Cinq chansons commentées

Nous avons demandé à Vincent Vallières de nous parler de cinq chansons emblématiques du Temps des vivants.

Pays du Nord

«Je suis très content de ce texte. J'ai passé beaucoup de temps à marcher en écrivant ce disque. Ça m'a habité longtemps et c'est comme ça qu'est arrivée la phrase "Je marche dans ma ville dans mon pays du Nord". J'aime chanter l'hiver. J'aime aussi le son très sinueux, les bass synth, les vibraphones, ça donne le ton au reste. La première chanson, c'est ta carte de visite, c'est celle qui dit: "Voilà, je reviens."»

Au matin du lendemain

«J'ai beaucoup aimé cette collaboration avec Philippe B. Je tenais déjà une belle chanson, mais quand B s'en est mêlé, je savais que j'en tenais une très belle. Elle évoque le rêve de l'amour tellement précieux des débuts, ce court moment où on s'approche très près du bonheur. Elle est dans la simplicité, mais ce souci de clarté a toujours habité ce que je fais. C'est une des premières choses que nous avait dit M. Vigneault: soyez clairs. Je me rappelle en retournant chez moi, je regardais mes textes et je me disais: "Je me comprends-tu ? Et puis y'a-tu juste moi qui me comprends, ou les autres aussi?"»

À hauteur d'homme

«Ce n'est pas pour rien qu'elle est au milieu du disque, c'en est un peu le coeur. C'est une chanson qui est en continuité avec mes disques précédents, les chansons Fermont, Asbestos, les racines ouvrières de ma famille. C'est très inspiré du recueil de poésie J'habite une ville de Pierre Perrault, où il avait rencontré des Montréalais pour les faire parler de leur réalité. Je suis très fier de cette chanson qui est très chansonnière dans son désir.
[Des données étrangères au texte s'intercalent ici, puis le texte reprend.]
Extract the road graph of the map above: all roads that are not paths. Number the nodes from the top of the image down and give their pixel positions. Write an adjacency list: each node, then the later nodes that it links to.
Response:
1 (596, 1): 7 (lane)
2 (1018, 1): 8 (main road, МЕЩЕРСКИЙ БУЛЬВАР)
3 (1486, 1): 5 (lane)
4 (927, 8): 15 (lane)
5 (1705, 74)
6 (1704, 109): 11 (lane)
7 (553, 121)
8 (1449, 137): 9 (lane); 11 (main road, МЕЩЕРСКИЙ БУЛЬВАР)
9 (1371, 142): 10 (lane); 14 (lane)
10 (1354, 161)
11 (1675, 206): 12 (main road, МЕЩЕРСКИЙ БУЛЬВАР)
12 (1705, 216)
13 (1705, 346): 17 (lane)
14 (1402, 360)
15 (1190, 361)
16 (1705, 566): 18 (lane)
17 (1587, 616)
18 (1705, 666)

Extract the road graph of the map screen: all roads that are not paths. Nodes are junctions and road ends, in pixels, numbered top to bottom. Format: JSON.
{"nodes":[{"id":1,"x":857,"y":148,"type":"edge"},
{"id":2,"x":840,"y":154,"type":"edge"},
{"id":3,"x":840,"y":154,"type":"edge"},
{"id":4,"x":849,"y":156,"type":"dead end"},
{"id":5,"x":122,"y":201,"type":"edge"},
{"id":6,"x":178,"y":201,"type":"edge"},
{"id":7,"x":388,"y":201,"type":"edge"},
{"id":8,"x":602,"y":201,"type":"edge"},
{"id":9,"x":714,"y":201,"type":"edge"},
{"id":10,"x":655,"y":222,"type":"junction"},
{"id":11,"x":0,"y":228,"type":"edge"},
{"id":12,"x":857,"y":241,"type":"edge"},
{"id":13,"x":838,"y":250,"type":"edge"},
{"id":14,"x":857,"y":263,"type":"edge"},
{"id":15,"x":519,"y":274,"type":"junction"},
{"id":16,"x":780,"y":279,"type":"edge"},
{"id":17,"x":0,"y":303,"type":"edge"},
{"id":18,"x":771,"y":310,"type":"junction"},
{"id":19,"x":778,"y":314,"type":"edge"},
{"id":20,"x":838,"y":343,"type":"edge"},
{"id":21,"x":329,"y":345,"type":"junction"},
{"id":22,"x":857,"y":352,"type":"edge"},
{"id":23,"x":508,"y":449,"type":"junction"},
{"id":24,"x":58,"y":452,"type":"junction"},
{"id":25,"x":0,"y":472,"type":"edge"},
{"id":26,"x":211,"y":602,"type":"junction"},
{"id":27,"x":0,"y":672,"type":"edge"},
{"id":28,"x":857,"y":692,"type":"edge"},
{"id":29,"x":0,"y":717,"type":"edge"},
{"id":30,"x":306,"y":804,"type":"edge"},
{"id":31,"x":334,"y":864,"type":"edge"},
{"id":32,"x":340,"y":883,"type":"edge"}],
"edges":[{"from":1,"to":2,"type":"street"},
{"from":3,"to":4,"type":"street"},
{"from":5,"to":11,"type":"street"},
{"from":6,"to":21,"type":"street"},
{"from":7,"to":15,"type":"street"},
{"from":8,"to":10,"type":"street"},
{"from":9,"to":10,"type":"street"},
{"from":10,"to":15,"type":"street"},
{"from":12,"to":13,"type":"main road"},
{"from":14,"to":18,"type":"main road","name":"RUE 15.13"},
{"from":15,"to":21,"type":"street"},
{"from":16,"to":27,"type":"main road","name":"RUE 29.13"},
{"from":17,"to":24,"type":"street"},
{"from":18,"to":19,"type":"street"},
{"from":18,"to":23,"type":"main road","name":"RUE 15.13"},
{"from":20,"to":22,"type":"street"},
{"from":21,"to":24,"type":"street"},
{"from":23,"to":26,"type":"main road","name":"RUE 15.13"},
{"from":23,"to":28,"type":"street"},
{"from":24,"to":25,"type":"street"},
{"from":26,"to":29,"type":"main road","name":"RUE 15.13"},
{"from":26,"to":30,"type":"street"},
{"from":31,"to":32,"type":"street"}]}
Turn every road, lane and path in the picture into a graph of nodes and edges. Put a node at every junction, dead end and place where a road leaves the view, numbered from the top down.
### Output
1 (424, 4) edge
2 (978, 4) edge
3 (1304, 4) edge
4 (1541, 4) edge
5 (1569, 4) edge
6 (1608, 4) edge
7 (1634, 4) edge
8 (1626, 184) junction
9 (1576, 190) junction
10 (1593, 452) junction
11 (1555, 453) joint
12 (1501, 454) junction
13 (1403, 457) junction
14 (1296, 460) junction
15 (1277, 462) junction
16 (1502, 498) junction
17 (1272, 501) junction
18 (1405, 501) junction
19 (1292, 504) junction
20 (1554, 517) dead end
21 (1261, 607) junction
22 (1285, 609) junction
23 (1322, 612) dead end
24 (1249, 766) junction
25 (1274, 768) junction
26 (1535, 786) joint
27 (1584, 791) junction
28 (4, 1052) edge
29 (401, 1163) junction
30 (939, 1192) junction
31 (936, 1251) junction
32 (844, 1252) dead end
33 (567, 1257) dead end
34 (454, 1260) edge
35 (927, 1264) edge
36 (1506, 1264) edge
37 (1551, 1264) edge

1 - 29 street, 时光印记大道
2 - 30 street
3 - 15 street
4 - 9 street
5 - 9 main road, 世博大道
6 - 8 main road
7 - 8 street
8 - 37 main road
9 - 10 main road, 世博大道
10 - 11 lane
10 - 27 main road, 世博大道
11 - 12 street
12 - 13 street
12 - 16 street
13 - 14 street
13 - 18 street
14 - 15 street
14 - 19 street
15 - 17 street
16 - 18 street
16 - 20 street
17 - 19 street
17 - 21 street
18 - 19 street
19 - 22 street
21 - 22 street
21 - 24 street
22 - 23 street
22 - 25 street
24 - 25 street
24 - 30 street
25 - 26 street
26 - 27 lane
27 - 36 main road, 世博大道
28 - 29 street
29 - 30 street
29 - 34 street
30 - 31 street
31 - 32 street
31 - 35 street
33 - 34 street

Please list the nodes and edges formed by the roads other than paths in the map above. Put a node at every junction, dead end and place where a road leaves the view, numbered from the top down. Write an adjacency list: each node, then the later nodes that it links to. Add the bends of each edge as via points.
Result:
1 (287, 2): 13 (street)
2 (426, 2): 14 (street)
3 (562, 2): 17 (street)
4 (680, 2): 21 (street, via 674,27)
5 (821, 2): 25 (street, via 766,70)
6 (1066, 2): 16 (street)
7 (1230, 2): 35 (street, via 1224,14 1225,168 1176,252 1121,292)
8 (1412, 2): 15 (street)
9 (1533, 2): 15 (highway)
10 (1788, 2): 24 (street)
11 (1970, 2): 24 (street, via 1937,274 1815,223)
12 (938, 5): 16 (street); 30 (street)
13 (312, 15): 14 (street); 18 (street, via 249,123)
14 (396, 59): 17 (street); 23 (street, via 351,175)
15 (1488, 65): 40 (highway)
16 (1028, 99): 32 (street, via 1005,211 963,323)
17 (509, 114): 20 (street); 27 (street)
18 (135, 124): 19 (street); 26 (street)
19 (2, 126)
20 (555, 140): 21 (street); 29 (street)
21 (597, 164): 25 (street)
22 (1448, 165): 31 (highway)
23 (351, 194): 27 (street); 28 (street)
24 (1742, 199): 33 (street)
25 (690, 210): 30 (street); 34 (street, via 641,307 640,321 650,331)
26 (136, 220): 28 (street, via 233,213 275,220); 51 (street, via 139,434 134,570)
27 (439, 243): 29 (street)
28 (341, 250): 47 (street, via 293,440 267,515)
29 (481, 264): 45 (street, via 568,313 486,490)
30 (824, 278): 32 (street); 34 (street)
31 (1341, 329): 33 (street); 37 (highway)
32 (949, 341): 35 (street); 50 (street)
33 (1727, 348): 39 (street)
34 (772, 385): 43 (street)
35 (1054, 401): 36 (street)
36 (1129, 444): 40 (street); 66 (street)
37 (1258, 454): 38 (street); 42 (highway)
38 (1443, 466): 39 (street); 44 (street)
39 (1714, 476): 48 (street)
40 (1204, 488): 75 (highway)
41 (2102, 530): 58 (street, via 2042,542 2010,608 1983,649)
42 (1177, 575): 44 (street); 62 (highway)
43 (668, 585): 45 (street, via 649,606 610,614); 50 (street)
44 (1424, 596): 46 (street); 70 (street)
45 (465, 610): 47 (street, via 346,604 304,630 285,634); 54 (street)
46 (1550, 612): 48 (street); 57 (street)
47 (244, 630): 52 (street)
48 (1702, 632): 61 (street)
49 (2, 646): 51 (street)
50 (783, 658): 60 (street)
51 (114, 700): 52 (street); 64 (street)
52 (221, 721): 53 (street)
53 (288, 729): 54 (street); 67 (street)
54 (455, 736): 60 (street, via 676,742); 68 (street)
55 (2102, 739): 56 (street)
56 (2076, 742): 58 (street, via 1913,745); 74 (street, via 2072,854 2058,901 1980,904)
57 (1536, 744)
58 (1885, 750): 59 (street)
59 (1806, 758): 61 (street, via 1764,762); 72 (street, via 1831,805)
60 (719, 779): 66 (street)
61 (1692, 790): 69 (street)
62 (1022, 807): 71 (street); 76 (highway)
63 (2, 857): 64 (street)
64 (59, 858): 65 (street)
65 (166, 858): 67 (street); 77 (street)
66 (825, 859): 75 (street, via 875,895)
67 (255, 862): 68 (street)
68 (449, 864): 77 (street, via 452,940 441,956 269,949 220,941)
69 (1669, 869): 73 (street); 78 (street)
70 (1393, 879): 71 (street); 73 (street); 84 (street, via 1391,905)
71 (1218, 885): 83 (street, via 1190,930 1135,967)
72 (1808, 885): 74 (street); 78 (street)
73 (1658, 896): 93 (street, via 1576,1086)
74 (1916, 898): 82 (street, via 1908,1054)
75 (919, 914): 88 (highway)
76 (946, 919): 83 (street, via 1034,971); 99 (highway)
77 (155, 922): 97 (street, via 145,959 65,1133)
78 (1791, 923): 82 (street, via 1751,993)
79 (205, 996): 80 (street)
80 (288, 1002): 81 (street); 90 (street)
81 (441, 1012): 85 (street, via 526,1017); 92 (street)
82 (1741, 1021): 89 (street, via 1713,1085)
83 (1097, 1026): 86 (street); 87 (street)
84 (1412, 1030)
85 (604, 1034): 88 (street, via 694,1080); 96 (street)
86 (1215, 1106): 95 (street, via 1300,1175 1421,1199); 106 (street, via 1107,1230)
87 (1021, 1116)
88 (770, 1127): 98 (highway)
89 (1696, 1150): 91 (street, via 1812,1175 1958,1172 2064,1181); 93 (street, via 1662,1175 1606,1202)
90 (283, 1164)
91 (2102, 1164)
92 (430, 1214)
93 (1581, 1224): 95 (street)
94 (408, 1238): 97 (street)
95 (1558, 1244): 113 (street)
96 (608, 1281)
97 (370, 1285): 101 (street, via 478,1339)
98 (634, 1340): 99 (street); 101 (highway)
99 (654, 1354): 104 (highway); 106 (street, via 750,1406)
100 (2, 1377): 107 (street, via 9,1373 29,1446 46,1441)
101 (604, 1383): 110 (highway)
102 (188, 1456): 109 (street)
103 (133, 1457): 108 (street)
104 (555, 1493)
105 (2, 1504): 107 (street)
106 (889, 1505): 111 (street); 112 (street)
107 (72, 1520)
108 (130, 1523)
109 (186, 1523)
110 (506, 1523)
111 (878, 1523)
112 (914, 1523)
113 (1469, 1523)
L'idée n'était pas de réinventer la roue, mais de parler aux gens. C'est très terre à terre.»

Et même si...

«C'est un jam de paroles et de musique de fin de soirée... Ça m'a pris plusieurs semaines à l'assumer, je voyais plein d'erreurs, mais j'aimais la spontanéité du geste, qui représente la spontanéité du projet. En même temps, je m'écoute chanter et je dois assumer: c'est comme ça que je chante, ostie, dans la vie. J'ai eu de longues conversations avec Martin Léon, un autre de mes mentors, qui me disait justement qu'il aimait comment je chantais. Je lui ai répondu: "Me niaises-tu?" Il m'a dit: "Tu chantes comme tu chantes, alors pense pas à ça et chante." Sinon, ça devient juste complexant. Je dois dire aussi que j'ai travaillé avec la chanteuse Karine Pion, mais je n'ai pas réussi à parfaire mes compétences de chanteur comme j'aurais aimé!»

Je n'ai pas cessé

«Avec Et même si..., Je n'ai pas cessé est vraiment emblématique de la face B (Le temps des vivants sort aussi en vinyle), en tout cas de la deuxième partie! On est dans le lâcher-prise, dans l'idée du rock and roll aussi. En même temps, elle est très écrite, très travaillée, il y a peu de mots. Je l'aimais pour cette rigueur. Finalement, je suis très content que ces deux chansons soient là. Je suis content d'être là.»